(Stored data)

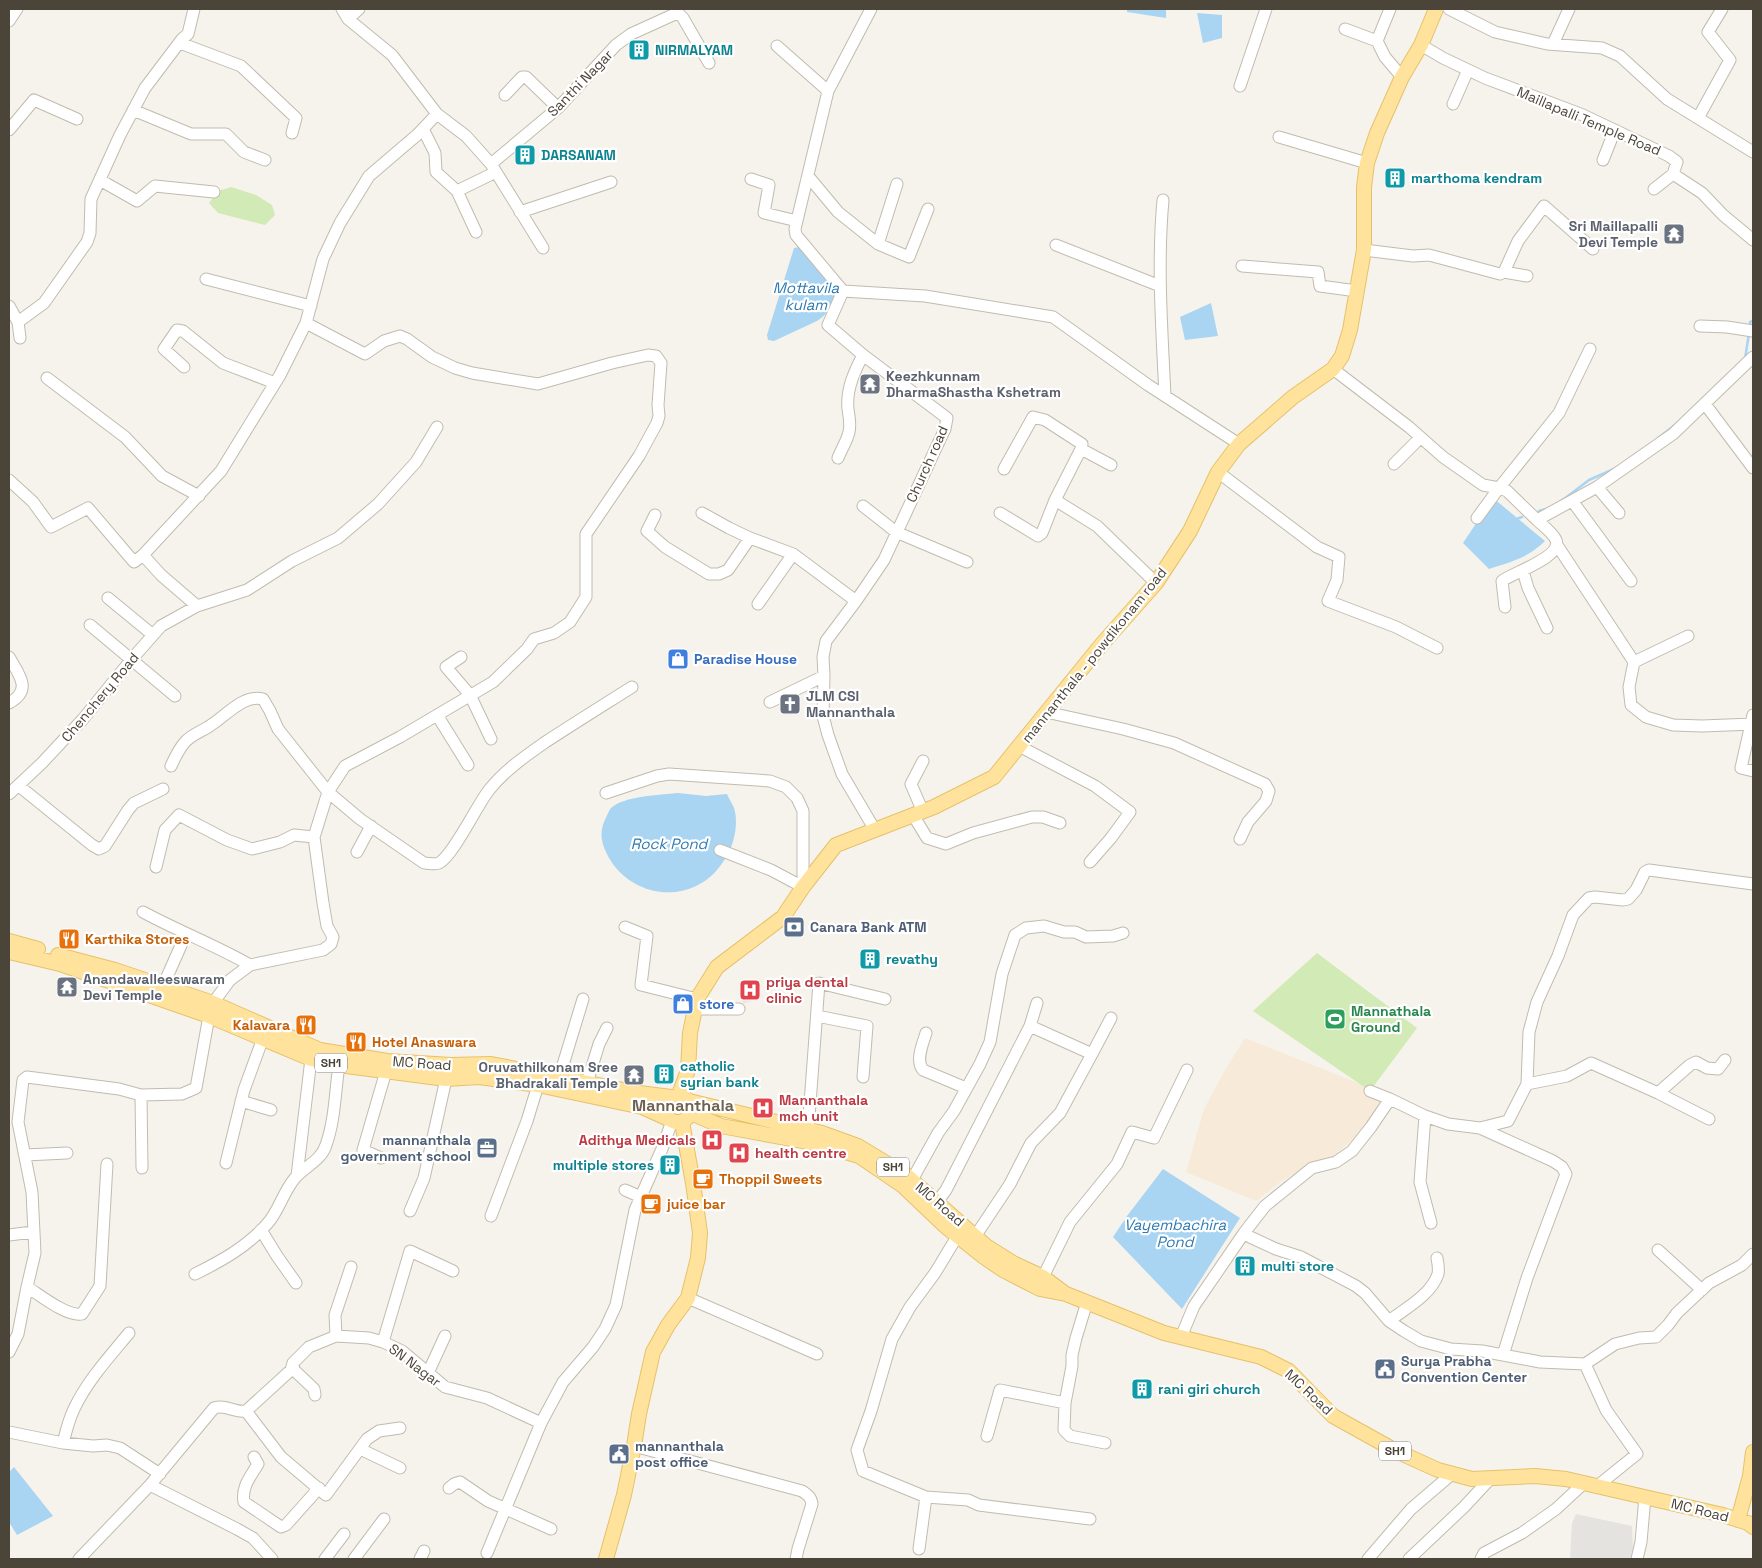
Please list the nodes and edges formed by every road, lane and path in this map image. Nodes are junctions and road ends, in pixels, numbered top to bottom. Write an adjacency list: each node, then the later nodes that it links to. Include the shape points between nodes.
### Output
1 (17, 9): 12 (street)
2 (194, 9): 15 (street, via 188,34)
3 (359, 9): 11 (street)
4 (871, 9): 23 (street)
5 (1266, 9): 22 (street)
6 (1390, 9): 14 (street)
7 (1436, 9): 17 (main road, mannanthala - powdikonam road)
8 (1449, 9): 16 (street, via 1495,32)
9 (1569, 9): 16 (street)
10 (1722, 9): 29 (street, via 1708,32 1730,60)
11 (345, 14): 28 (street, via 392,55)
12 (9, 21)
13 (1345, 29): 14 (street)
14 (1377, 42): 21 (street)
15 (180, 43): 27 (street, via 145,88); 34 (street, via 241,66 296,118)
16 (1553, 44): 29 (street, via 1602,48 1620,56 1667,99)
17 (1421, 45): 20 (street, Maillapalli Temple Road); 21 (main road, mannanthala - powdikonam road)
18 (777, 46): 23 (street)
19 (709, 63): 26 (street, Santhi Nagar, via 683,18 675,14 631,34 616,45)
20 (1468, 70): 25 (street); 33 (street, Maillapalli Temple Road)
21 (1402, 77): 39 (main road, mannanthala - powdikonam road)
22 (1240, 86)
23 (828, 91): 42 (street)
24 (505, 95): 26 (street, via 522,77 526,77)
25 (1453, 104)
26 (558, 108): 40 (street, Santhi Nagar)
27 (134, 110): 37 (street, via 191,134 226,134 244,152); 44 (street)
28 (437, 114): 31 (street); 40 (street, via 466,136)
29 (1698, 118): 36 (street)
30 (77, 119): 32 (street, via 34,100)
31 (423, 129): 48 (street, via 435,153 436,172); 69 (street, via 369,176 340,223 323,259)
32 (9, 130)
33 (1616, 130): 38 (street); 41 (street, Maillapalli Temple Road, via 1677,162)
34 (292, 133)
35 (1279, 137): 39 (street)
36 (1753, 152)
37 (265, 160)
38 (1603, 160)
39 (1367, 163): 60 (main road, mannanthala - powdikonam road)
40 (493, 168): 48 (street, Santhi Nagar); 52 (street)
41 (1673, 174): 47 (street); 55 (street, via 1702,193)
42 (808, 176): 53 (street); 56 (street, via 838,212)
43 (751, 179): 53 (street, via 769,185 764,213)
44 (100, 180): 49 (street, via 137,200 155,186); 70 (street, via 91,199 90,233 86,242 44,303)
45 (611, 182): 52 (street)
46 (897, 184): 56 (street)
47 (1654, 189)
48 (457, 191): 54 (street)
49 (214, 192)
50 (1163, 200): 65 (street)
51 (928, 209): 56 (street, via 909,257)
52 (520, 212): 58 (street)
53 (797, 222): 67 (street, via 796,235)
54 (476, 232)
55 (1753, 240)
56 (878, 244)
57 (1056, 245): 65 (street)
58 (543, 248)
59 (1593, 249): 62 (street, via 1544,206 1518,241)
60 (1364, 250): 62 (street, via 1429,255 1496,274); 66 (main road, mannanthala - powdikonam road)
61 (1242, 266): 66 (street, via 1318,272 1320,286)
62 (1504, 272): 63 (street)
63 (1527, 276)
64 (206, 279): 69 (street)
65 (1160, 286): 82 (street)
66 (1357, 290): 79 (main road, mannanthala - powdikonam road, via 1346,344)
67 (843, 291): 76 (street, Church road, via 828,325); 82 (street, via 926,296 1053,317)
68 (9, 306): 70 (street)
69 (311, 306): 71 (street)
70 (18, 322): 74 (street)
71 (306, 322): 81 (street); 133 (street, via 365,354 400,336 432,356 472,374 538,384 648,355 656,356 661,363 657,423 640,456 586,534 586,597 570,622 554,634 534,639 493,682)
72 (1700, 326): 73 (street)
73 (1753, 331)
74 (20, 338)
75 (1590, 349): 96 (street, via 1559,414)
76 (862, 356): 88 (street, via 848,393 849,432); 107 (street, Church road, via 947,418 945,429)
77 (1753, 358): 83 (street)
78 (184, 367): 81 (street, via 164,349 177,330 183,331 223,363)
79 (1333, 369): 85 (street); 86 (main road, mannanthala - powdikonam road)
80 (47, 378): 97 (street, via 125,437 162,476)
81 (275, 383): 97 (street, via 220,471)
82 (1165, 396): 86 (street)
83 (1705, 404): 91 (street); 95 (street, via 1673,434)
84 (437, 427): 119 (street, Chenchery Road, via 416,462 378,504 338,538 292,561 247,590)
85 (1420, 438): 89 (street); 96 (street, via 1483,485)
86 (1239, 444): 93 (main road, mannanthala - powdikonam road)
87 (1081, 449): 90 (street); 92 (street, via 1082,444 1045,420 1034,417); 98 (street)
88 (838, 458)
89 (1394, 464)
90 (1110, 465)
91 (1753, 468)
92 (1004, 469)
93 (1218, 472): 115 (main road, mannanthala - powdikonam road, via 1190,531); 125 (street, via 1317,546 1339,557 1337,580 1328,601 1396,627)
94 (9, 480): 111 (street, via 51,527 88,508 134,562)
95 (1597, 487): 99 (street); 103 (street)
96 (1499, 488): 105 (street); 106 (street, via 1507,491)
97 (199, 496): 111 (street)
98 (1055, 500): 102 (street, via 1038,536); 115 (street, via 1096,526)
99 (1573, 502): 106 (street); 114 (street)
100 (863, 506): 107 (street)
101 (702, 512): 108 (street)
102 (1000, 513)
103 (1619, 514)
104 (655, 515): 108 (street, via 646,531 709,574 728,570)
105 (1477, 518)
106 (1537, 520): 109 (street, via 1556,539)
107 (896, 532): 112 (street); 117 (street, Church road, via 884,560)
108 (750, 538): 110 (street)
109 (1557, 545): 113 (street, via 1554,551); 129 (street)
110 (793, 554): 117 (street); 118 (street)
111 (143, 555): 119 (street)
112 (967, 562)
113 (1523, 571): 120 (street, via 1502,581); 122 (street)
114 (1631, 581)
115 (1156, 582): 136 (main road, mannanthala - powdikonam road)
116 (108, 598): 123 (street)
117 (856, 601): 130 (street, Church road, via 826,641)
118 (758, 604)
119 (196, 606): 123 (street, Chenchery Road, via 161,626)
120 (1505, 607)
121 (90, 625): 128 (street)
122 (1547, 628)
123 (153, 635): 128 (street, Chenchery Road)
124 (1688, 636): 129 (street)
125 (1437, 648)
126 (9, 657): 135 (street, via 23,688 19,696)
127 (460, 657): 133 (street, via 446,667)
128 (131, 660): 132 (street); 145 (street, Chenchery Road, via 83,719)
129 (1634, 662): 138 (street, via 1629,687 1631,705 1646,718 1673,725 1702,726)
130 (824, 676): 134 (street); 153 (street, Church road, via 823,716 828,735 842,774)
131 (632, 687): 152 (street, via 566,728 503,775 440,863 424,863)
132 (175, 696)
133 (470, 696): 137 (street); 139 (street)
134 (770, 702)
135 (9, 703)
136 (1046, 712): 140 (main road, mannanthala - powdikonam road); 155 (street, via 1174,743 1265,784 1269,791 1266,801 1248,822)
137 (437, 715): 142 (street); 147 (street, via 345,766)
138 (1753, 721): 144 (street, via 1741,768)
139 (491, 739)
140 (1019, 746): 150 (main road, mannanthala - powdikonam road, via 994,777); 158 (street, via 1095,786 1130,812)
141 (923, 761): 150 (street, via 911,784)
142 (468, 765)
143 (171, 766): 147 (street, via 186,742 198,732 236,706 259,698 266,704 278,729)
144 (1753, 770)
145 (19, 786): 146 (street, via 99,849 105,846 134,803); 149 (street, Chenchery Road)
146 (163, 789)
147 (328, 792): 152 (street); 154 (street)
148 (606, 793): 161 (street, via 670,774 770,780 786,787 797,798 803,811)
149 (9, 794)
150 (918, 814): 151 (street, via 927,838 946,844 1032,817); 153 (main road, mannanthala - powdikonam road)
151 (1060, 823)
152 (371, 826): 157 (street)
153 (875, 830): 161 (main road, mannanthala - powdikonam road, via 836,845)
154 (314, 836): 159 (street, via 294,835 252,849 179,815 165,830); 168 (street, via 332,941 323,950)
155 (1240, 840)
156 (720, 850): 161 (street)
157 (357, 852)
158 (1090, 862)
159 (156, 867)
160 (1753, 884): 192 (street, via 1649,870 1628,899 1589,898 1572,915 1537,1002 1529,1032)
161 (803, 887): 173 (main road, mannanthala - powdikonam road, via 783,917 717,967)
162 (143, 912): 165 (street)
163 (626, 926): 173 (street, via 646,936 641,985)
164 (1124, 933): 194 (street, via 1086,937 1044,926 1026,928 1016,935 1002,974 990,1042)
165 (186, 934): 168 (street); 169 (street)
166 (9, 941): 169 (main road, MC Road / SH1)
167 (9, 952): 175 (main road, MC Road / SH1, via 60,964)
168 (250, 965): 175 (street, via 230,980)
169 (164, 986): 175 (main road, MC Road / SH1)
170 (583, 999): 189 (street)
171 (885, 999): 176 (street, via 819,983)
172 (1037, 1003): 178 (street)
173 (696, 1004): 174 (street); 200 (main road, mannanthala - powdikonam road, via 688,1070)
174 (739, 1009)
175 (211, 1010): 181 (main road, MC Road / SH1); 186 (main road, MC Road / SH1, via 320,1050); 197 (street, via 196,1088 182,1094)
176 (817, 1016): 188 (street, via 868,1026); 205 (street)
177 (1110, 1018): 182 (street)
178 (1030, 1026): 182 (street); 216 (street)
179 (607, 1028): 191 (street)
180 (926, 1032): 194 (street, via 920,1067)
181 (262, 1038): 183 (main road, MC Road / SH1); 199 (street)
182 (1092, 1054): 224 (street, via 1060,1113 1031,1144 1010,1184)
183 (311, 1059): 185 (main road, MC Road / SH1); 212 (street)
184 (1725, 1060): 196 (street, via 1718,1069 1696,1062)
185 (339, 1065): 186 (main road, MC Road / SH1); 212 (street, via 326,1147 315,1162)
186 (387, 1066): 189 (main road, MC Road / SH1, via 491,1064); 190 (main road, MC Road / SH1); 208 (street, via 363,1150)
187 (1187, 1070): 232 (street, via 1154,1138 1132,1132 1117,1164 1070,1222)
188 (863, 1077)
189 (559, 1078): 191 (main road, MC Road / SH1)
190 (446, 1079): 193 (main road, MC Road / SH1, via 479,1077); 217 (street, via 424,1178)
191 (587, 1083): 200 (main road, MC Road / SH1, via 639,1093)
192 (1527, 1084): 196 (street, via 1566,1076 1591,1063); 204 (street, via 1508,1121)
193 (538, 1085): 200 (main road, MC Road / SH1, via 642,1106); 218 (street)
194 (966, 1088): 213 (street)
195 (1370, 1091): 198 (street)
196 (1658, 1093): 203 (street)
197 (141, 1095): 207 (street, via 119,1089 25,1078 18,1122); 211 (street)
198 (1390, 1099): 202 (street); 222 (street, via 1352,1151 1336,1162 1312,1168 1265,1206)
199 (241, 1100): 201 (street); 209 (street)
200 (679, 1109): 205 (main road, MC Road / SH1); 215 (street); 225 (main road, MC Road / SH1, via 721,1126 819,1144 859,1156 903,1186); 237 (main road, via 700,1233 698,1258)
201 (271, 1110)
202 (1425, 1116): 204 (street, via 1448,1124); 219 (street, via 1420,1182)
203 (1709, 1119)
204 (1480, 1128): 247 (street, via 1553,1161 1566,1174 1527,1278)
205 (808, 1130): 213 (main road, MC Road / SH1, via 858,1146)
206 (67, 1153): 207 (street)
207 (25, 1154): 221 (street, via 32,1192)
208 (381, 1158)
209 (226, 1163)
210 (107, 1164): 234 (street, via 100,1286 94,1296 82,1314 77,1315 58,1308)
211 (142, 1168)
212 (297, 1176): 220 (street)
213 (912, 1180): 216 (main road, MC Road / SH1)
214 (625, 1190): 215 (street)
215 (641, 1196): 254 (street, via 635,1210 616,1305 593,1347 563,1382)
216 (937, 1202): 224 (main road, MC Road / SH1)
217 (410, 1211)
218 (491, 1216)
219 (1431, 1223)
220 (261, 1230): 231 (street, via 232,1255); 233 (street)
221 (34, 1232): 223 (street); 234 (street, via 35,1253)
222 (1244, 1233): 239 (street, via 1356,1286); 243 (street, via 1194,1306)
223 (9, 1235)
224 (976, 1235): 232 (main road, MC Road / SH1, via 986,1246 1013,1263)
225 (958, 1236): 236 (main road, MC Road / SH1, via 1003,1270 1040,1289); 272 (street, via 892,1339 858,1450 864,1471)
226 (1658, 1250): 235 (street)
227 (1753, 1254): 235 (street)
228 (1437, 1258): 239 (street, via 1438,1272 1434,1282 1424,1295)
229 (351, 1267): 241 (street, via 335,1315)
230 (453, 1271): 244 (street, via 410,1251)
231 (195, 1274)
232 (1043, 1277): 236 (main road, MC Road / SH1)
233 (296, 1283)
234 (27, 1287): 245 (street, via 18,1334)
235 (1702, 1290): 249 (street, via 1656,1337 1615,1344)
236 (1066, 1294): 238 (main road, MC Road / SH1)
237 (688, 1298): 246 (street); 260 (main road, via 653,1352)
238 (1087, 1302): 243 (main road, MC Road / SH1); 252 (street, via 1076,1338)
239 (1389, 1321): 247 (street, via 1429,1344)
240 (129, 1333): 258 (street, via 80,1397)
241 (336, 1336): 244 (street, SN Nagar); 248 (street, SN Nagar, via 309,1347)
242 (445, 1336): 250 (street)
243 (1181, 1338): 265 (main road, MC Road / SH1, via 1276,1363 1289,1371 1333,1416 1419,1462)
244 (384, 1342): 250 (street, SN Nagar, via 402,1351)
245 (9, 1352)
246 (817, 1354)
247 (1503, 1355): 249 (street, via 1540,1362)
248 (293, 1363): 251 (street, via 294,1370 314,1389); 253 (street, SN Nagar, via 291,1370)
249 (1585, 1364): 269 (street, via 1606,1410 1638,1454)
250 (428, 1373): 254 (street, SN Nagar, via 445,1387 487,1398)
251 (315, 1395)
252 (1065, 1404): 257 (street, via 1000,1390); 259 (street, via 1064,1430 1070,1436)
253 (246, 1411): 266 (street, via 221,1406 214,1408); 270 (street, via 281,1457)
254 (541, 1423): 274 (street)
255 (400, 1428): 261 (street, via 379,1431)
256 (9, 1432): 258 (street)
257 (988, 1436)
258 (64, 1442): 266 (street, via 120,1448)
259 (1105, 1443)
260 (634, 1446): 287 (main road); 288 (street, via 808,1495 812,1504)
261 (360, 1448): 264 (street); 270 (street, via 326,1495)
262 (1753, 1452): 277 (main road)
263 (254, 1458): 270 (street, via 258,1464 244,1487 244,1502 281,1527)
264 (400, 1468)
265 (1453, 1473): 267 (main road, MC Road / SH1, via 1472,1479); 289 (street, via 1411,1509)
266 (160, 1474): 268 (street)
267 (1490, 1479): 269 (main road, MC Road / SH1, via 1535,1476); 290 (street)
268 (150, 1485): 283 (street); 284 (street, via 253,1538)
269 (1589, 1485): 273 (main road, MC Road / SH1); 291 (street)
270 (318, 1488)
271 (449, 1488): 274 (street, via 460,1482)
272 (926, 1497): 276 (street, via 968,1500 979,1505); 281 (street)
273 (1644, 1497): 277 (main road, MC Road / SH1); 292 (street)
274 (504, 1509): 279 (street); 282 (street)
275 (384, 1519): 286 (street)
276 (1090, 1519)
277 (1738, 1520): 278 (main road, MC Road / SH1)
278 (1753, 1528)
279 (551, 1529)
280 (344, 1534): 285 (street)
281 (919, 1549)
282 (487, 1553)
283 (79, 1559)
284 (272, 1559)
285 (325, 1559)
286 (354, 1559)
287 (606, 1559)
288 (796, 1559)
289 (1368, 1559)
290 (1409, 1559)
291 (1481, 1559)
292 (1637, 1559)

* * *

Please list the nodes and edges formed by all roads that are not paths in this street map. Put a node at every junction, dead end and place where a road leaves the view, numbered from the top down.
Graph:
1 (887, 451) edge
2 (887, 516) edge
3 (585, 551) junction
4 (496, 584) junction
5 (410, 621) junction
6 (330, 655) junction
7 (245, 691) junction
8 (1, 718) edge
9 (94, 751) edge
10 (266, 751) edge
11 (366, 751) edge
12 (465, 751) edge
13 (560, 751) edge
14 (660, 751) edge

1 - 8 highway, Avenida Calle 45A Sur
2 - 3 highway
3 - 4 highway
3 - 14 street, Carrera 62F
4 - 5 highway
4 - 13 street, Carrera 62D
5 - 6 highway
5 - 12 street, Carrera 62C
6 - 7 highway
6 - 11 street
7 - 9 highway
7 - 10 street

• Task statement:
State the number of lines in the preceding entries that include the word "list". Provide nothing else.

• Output below:
2